Key Details of the Agreement

Tariff Reductions: The U.S. will lower tariffs on Chinese goods from 145% to 30%, while China will reduce its tariffs on U.S. goods from 125% to 10%.

Scope of Relief: Both countries have agreed to cancel 91% of existing tariffs and suspend an additional 24% during the 90-day negotiation period.

Negotiation Framework: The agreement was reached during talks in Geneva, led by U.S. Treasury Secretary Scott Bessent and Chinese Vice Premier He Lifeng.

Additional Commitments: China has also pledged to suspend or cancel certain non-tariff measures against the U.S., aiming to foster a more stable trade relationship.

Market Reactions

The announcement led to a surge in global markets:

U.S. Stock Futures: The S&P 500 futures rose by 2.8%, and the Dow and Nasdaq E-minis also showed significant gains between 2% and 3.5%.

Investor Sentiment: The CBOE Volatility Index dropped below 20 points, indicating reduced market fears.

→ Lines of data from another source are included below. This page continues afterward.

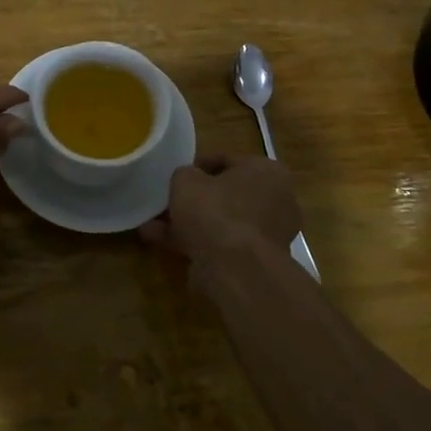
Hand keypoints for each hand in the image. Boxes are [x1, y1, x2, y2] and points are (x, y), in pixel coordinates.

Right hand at [139, 155, 301, 270]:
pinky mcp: (258, 260)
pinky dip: (198, 243)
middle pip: (226, 194)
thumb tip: (188, 182)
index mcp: (267, 171)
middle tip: (166, 202)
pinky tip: (165, 244)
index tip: (174, 175)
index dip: (196, 166)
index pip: (226, 160)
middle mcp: (277, 200)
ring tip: (154, 227)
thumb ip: (184, 174)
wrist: (235, 270)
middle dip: (194, 200)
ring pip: (222, 222)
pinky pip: (223, 244)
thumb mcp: (186, 180)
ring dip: (190, 223)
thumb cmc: (215, 211)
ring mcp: (269, 234)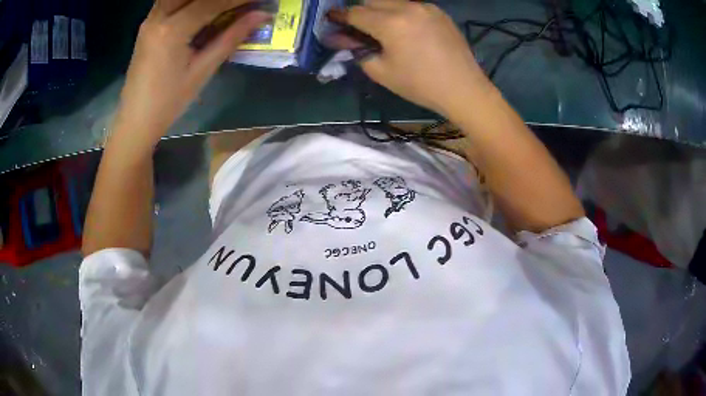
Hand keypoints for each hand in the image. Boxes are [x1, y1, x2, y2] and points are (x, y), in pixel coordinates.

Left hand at [112, 0, 270, 147]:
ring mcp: (150, 20)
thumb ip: (231, 38)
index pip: (212, 2)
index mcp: (172, 30)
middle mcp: (158, 17)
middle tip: (238, 3)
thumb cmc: (168, 102)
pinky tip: (200, 8)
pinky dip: (188, 1)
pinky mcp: (147, 25)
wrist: (135, 121)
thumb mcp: (202, 71)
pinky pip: (170, 1)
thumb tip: (260, 16)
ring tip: (222, 6)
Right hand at [330, 0, 491, 117]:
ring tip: (385, 29)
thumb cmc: (420, 85)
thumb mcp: (382, 72)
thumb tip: (340, 39)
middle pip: (372, 0)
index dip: (339, 16)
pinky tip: (407, 29)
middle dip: (361, 11)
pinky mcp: (439, 12)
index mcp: (390, 23)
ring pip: (392, 1)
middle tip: (359, 28)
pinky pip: (411, 5)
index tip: (332, 20)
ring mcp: (426, 7)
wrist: (464, 88)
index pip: (355, 12)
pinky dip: (401, 12)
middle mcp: (407, 7)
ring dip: (381, 10)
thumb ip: (357, 50)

Sector Performance: Technology and chipmakers like Nvidia, AMD, and Marvell Technology posted substantial premarket gains, while energy stocks rose alongside crude oil prices.

Outlook and Considerations

While this truce marks a positive step toward resolving trade tensions, analysts caution that it is a temporary measure. Underlying issues remain unresolved, and the potential for future disruptions persists if deeper structural concerns are not addressed.

Both nations have expressed a commitment to continued dialogue, with hopes of achieving a more comprehensive and lasting agreement that promotes global economic stability.